AGAM, HARIANHALUAN.ID — Kepala Dinas Lingkungan Hidup (DLH) Provinsi Sumatera Barat, Tasliatul Fuadi meninjau langsung lokasi terdampak bencana galodo di Nagari Salareh Aia, Kecamatan Palembayan, Kabupaten Agam Minggu (21/12/2025).
Di hadapan hamparan batu raksasa, kayu gelondongan, dan lumpur yang meluluhlantakkan permukiman, Fuadi menyebut peristiwa ini sebagai peringatan keras tentang rapuhnya ekosistem hulu daerah aliran sungai (DAS).
Dalam video yang diunggah melalui akun Facebook resminya, Fuadi tampak berdiri di bekas aliran galodo yang mengoyak kampung tersebut. Alur sungai berubah drastis, menyisakan endapan material alam berukuran ekstrem yang menandai dahsyatnya kekuatan air bah dari kawasan perbukitan.
“Seorang tetua di sini, usianya lebih dari 70 tahun, menyampaikan kepada saya bahwa galodo kali ini adalah yang paling dahsyat sepanjang hidupnya. Ia mengatakan, belum pernah ada kejadian seperti ini sebelumnya,” ujar Fuadi kepada Haluan Minggu (21/12/2025).

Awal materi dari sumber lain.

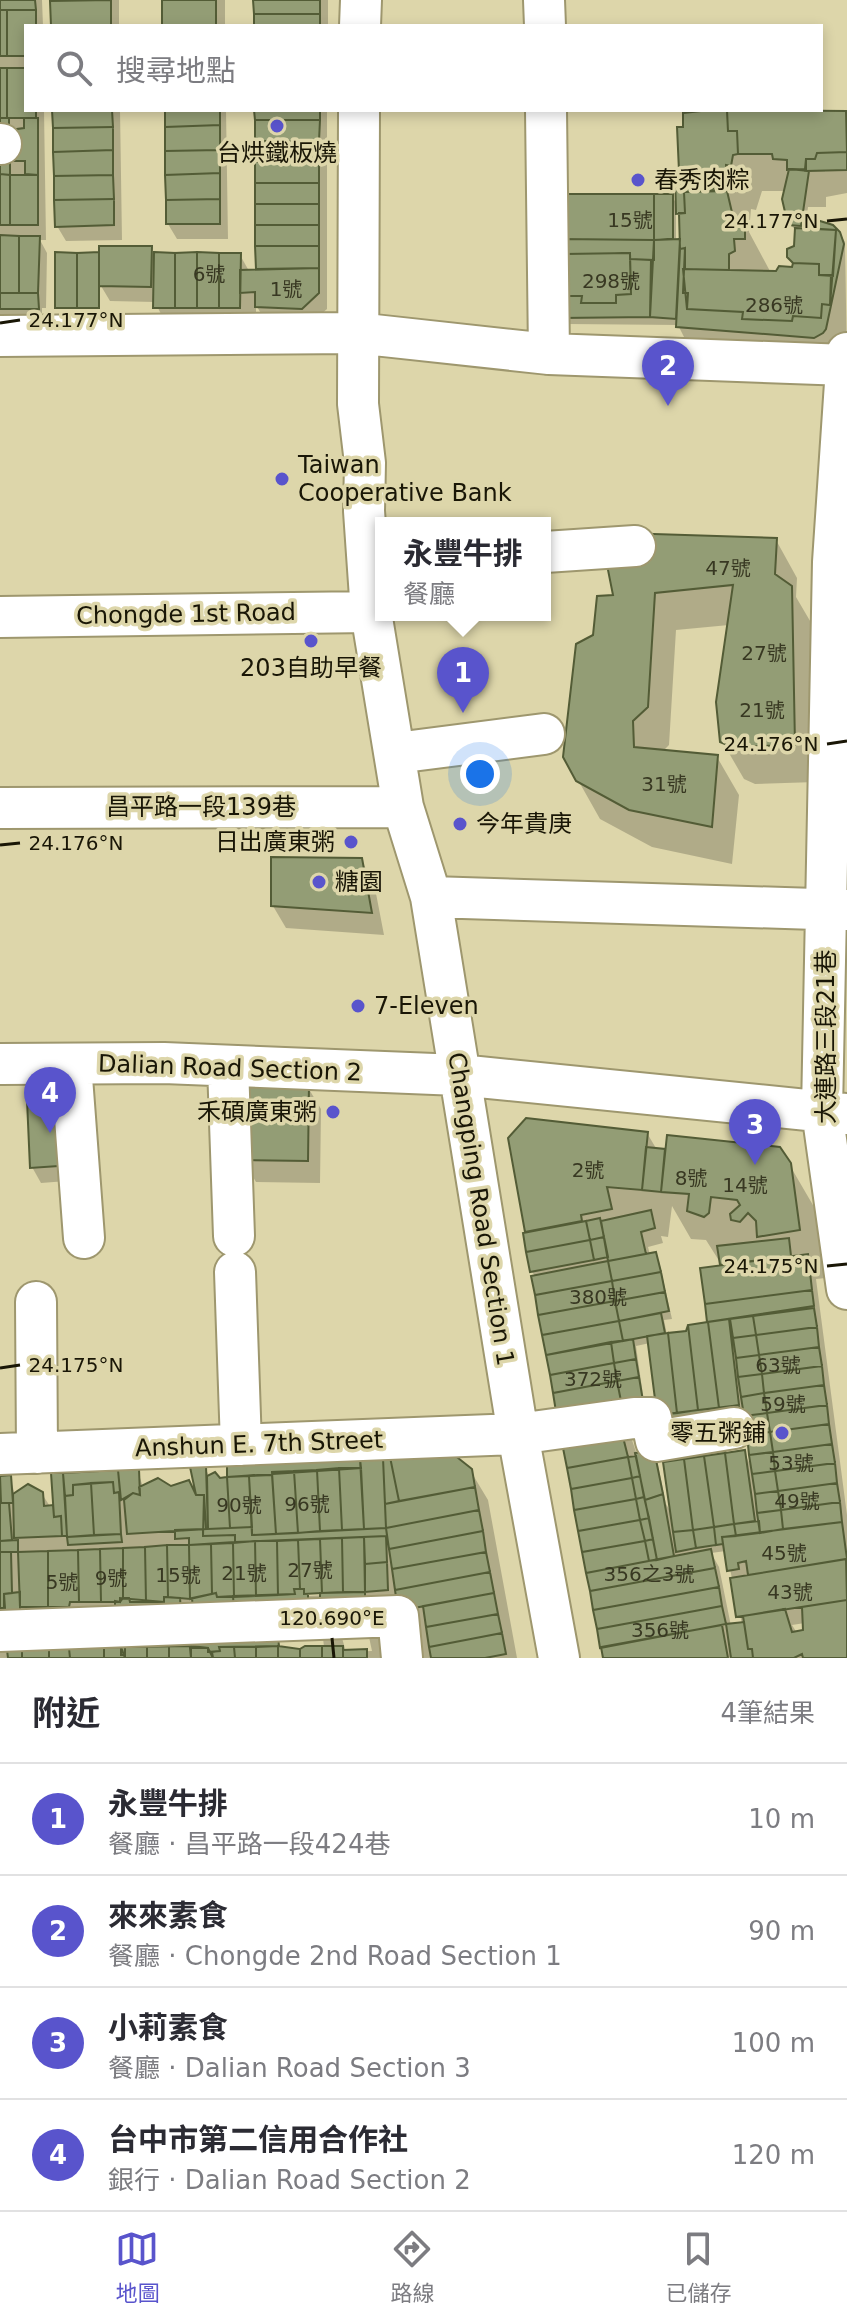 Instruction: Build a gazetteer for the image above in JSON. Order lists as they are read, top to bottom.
{
  "streets": {
    "street": [
      "Chongde 1st Road",
      "昌平路一段139巷",
      "大連路三段21巷",
      "Dalian Road Section 2",
      "Changping Road Section 1",
      "Anshun E. 7th Street"
    ]
  },
  "crossings": [
    ["Chongde 1st Road", "Changping Road Section 1"],
    ["昌平路一段139巷", "Changping Road Section 1"],
    ["大連路三段21巷", "Dalian Road Section 2"],
    ["Dalian Road Section 2", "Changping Road Section 1"],
    ["Changping Road Section 1", "Anshun E. 7th Street"]
  ],
  "places": [
    "台烘鐵板燒",
    "春秀肉粽",
    "Taiwan Cooperative Bank",
    "203自助早餐",
    "今年貴庚",
    "日出廣東粥",
    "糖園",
    "7-Eleven",
    "禾碩廣東粥",
    "零五粥鋪"
  ],
  "house_numbers": [
    "15號",
    "6號",
    "298號",
    "1號",
    "286號",
    "47號",
    "27號",
    "21號",
    "31號",
    "2號",
    "8號",
    "14號",
    "380號",
    "63號",
    "372號",
    "59號",
    "53號",
    "49號",
    "96號",
    "90號",
    "45號",
    "27號",
    "21號",
    "356之3號",
    "15號",
    "9號",
    "5號",
    "43號",
    "356號"
  ],
  "page": {
    "search": "搜尋地點",
    "pins": [
      "2",
      "1",
      "4",
      "3"
    ],
    "popup": ["永豐牛排", "餐廳"],
    "heading": ["附近", "4筆結果"],
    "list": [
      {
        "mark": "1",
        "name": "永豐牛排",
        "note": "餐廳 · 昌平路一段424巷",
        "value": "10 m"
      },
      {
        "mark": "2",
        "name": "來來素食",
        "note": "餐廳 · Chongde 2nd Road Section 1",
        "value": "90 m"
      },
      {
        "mark": "3",
        "name": "小莉素食",
        "note": "餐廳 · Dalian Road Section 3",
        "value": "100 m"
      },
      {
        "mark": "4",
        "name": "台中市第二信用合作社",
        "note": "銀行 · Dalian Road Section 2",
        "value": "120 m"
      }
    ],
    "nav": ["地圖", "路線", "已儲存"]
  },
  "coordinates": [
    "24.177°N",
    "24.176°N",
    "24.175°N",
    "120.690°E"
  ]
}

Kesaksian itu bukan sekadar cerita lisan. Menurut Fuadi, satu anggota keluarga tetua tersebut hingga kini masih dinyatakan hilang, belum ditemukan jasadnya. Sang bapak tua pun terpaksa mengungsi ke rumah kerabatnya di Kabupaten Pasaman, meninggalkan tanah kelahiran yang kini porak-poranda.
Pantauan DLH Sumbar di lapangan memperlihatkan pemandangan yang mengguncang nalar. Batu-batu raksasa, sebagian berukuran mendekati besar rumah atau mobil, bercampur kayu hasil kikisan lereng bukit, terbawa arus dari hulu hingga ke area persawahan sebelum menghantam pemukiman warga di pinggir jalan.
“Aliran sungainya sebenarnya cukup dalam. Ini menjelaskan bagaimana batu sebesar itu bisa berpindah jauh hingga ke landaan galodo. Daya rusaknya luar biasa,” kata Fuadi.
Jejak kehancuran itu, menurutnya, menegaskan bahwa galodo bukan sekadar peristiwa alam biasa, melainkan akumulasi dari tekanan ekologis di wilayah hulu DAS** yang dibiarkan berlangsung lama.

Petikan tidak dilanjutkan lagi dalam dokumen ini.